An excellent background document summarizing the composition and use of drilling fluids is Remont, Larry J.; Rehm, William A.; McDonald, William M.; and Maurer, William C., “Evaluation of Commercially Available Geothermal Drilling Fluids,” issued by Sandia Laboratories, operated for the United States Energy Research and Development Administration (Nov. 1, 1976) (hereinafter referred to as “Remont et al.”).
Drilling muds traditionally are colloidal suspensions of clays and/or minerals, in either oil or water. Various chemicals can be added to alter, enhance, influence or modify the properties of the suspension, as is well known in the art. For example, a weighting agent, such as barium sulfate, or “barite,” may be added to increase the density of the mud. Viscosifiers may be used to increase viscosity and gel strength. Deflocculants, such as lignosulfonates, prevent formation of clay particles. Filtration control materials, such as soluble polymers or starch, are added to encourage the development of the filter cake on the sides of the wellbore so that a minimal amount of the drilling fluid will enter a permeable formation.
The search for oil and gas has led to the drilling of deeper wells in recent years. Because of the temperature gradient in the earth's crust, deeper wells have higher bottomhole temperatures.
It is therefore broadly recognized in the art that there is a need for a drilling fluid which retains rheological stability throughout a broad temperature range for efficient drilling of these deeper wells.
Because of their better thermal stability, oil-based fluids typically have been used in high temperature applications. However, due to the environmental impact of the disposal of these spent slurries, and the drilled cuttings carried in these slurries, water-based fluids have become more and more the fluid of choice in the industry. Water-based fluids are also preferable in high pressure applications, such as deep wells, because oil-based fluids are more compressible than water-based fluids. This increased compressibility results in increased viscosity.
For a mud to work well in high temperature bottomhole conditions, it must be rheologically stable over the entire range of temperatures to which it will be exposed. This range is generally from ambient temperature to bottomhole temperature. The rheological stability of a mud is monitored by measuring its yield point and gel strengths, in accordance with standard drilling fluid tests, before and after circulation down the wellbore. These standard tests, which include the tests for yield point and gel strengths, are well known in the industry and are described in “Recommended Practice Standard Procedure for Field Testing Water-Based Drilling Fluids,” Recommended Practice 13B-1 (1st ed. Jun. 1, 1990), American Petroleum Institute (hereinafter referred to as “RP 13B-1”).
The prior art has several partial solutions to the difficulties encountered at high temperature operation. One such solution includes the use of polymers instead of clay as viscosifiers. At present, guar gum is typically applied for this purpose in practice. These polymers however are not satisfactory in applications above approximately 120° C.

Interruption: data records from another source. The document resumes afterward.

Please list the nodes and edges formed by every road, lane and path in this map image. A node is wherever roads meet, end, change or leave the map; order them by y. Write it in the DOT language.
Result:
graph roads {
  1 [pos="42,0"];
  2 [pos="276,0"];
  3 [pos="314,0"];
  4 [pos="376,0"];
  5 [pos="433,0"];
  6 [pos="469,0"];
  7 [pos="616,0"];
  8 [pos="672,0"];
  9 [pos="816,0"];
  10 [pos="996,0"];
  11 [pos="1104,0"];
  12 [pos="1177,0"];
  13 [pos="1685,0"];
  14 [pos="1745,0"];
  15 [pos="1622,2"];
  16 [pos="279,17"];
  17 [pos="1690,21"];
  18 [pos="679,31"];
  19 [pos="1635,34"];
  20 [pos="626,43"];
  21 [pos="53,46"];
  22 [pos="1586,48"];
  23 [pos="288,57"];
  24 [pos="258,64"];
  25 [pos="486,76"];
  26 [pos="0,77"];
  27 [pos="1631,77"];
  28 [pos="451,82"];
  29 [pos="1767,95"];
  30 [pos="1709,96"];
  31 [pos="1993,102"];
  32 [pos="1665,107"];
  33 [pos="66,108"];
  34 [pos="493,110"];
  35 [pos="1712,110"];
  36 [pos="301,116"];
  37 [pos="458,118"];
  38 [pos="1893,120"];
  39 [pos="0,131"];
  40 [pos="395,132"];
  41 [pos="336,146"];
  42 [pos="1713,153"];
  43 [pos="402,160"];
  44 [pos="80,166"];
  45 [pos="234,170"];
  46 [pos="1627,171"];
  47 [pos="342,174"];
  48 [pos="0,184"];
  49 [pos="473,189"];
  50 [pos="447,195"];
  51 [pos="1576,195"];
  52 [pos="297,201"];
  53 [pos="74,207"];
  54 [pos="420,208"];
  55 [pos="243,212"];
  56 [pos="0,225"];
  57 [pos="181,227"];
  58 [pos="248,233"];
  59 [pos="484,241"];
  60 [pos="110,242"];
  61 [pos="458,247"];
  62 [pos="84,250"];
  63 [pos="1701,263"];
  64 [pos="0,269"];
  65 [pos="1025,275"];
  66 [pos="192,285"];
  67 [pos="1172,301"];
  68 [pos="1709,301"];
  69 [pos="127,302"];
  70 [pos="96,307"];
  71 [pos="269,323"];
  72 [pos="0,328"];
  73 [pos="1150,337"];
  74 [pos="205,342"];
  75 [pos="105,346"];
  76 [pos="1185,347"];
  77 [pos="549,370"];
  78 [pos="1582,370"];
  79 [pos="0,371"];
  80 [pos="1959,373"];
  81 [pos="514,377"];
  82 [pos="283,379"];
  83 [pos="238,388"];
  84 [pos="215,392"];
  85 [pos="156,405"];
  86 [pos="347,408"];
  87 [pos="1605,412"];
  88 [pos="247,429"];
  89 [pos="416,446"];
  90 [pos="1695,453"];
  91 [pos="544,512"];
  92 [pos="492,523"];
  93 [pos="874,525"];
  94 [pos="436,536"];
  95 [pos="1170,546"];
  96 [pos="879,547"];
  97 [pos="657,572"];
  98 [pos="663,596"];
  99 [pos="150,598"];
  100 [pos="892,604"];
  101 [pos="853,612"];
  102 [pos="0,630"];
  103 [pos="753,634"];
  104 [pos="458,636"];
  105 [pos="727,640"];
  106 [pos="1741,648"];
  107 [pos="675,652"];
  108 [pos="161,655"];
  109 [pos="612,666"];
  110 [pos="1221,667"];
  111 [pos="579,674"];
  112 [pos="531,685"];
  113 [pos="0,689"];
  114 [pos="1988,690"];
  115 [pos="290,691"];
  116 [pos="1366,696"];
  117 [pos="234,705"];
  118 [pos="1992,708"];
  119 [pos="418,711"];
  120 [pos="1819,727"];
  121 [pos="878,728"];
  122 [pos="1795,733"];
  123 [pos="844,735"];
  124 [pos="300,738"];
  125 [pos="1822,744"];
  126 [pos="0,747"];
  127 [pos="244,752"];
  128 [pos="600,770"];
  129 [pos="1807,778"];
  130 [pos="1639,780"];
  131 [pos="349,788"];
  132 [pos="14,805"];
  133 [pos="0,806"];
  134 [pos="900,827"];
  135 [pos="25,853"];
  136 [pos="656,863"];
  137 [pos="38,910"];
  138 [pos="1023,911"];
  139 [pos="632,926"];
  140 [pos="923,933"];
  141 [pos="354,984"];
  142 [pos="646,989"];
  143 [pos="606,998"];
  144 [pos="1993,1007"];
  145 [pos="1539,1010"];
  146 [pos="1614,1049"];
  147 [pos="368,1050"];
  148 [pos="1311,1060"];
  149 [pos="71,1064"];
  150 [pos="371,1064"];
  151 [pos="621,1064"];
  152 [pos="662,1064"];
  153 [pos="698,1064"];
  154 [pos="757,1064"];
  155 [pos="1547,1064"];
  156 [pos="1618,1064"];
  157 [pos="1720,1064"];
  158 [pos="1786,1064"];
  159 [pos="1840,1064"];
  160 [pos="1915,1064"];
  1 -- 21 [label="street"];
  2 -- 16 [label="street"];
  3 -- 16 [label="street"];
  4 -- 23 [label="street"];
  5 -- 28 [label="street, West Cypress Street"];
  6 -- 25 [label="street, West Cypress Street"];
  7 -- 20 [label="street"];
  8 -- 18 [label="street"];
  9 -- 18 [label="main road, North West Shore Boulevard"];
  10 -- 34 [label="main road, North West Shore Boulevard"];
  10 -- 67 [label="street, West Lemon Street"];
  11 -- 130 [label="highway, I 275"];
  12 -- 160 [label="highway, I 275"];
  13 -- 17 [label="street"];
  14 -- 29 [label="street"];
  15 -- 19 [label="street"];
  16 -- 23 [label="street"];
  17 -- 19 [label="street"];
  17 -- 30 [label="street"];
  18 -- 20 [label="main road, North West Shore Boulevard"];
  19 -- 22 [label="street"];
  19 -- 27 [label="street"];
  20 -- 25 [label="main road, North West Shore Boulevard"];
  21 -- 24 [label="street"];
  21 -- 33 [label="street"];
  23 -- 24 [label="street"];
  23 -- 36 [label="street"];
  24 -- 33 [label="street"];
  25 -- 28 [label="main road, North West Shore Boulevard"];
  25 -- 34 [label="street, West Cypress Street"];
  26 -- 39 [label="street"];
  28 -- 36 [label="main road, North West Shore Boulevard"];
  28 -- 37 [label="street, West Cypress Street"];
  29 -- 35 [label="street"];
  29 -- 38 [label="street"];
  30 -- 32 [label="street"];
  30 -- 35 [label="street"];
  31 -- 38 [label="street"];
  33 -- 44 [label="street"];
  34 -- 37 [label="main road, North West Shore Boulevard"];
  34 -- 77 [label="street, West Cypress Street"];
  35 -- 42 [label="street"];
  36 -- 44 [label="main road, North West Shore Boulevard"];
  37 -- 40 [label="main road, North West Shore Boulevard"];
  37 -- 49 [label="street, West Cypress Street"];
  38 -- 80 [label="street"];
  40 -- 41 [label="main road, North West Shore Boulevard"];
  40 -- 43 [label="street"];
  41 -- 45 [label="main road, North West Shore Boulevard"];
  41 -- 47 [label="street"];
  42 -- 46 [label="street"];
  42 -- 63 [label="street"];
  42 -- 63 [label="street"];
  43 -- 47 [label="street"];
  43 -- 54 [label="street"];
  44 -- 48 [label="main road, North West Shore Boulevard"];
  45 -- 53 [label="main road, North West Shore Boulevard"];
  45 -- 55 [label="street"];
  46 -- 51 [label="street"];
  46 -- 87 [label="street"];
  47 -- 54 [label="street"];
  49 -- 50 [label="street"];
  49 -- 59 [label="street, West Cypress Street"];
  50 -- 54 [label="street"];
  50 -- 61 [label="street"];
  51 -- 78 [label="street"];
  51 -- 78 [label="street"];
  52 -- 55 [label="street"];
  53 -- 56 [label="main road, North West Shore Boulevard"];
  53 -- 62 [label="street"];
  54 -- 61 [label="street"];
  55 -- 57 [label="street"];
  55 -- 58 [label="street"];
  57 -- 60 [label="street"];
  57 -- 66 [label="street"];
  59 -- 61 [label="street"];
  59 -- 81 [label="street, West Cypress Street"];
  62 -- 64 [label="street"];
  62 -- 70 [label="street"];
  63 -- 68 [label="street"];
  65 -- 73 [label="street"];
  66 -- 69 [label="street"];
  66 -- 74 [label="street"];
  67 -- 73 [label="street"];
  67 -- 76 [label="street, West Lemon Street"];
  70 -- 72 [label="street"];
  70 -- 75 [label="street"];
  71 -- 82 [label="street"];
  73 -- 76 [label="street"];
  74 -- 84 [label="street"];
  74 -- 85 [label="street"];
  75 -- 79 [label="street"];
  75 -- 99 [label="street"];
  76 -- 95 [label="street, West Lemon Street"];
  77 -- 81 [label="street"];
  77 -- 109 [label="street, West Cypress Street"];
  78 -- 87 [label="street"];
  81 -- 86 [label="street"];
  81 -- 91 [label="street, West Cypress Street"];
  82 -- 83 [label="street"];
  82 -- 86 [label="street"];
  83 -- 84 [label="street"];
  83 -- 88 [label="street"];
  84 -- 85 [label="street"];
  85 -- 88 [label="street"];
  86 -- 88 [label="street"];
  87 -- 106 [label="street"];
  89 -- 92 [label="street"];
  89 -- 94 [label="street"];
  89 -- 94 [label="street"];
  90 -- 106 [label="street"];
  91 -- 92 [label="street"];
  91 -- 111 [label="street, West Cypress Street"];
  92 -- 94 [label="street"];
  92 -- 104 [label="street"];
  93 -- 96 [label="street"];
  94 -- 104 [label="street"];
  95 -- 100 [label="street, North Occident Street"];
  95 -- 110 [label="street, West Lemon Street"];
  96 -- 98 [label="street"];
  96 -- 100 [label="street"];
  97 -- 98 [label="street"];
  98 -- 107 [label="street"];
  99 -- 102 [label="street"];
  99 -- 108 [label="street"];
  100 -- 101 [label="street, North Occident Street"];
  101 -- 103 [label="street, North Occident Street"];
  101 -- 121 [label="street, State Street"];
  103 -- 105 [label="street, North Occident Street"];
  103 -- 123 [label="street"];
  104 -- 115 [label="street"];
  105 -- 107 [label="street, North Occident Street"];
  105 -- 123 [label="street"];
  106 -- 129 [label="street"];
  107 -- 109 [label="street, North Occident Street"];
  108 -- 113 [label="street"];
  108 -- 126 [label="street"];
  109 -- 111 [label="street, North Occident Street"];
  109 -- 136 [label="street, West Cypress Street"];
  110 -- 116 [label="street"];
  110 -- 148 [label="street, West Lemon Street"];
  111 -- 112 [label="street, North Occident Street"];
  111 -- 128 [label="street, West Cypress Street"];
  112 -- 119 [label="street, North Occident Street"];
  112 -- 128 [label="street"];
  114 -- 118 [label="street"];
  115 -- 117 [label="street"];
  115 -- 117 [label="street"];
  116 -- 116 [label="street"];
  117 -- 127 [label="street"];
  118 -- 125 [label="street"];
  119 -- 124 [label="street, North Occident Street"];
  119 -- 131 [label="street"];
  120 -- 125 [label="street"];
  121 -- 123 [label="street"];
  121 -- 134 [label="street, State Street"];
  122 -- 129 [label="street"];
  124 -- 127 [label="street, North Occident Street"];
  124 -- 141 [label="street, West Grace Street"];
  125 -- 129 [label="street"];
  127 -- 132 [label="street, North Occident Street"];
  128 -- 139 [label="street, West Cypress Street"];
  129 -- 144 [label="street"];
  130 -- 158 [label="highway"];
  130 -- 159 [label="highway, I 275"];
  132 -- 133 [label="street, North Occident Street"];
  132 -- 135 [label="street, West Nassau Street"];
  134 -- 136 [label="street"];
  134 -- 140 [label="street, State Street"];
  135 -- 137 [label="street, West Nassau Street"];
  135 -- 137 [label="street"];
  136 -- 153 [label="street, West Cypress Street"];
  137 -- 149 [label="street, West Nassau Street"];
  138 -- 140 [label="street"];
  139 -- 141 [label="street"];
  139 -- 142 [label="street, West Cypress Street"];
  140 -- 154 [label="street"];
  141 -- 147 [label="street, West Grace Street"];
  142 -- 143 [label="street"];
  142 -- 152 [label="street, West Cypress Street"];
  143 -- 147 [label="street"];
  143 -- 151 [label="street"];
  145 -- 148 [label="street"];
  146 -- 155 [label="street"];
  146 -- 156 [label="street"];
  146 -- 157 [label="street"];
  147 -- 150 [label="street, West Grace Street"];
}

EP 0 134 084 discloses well drilling fluids based on parenchymal cell cellulose. This material is obtained by the process described in EP 0 102 829, teaching a process characterized by hydrolysis of plant pulp in either strong acid or strong base at high temperatures for short periods in adjunct with mechanical shearing to yield cellulosic and hemicellulosic biopolymers without excessive degradation thereof. A typical process comprises the steps of suspending the sugar beet pulp in an acidic (pH<4.5) or alkaline (pH>10.0) aqueous medium; heating the suspension to a temperature of more than 125° C. (0.5 MPa); keeping the suspension at a temperature of more than 125° C. for a period of between 15 seconds and 360 seconds; subjecting the heated suspension to mechanical shearing in a tube reactor followed by rapid depressurization through small orifices into a zone which is at atmospheric pressure; filtering the suspension and recovering the insoluble fraction which contains the parenchyma cellulose and the soluble fraction (filtrate) which contains the hemicelluloses; treating the cellulose fraction by bleaching with sodium hypochlorite and mechanical defibrillation to produce a parenchyma cellulose paste constituted by cell wall fragments. It is evident from EP 0 134 084 that, although the materials in principle have adequate properties for use in well drilling in general, they are not suitable for use in drilling operation involving very high temperatures, e.g. in excess of 160° C. or 175° C., conditions which are becoming increasingly common in oil well drilling, as explained above.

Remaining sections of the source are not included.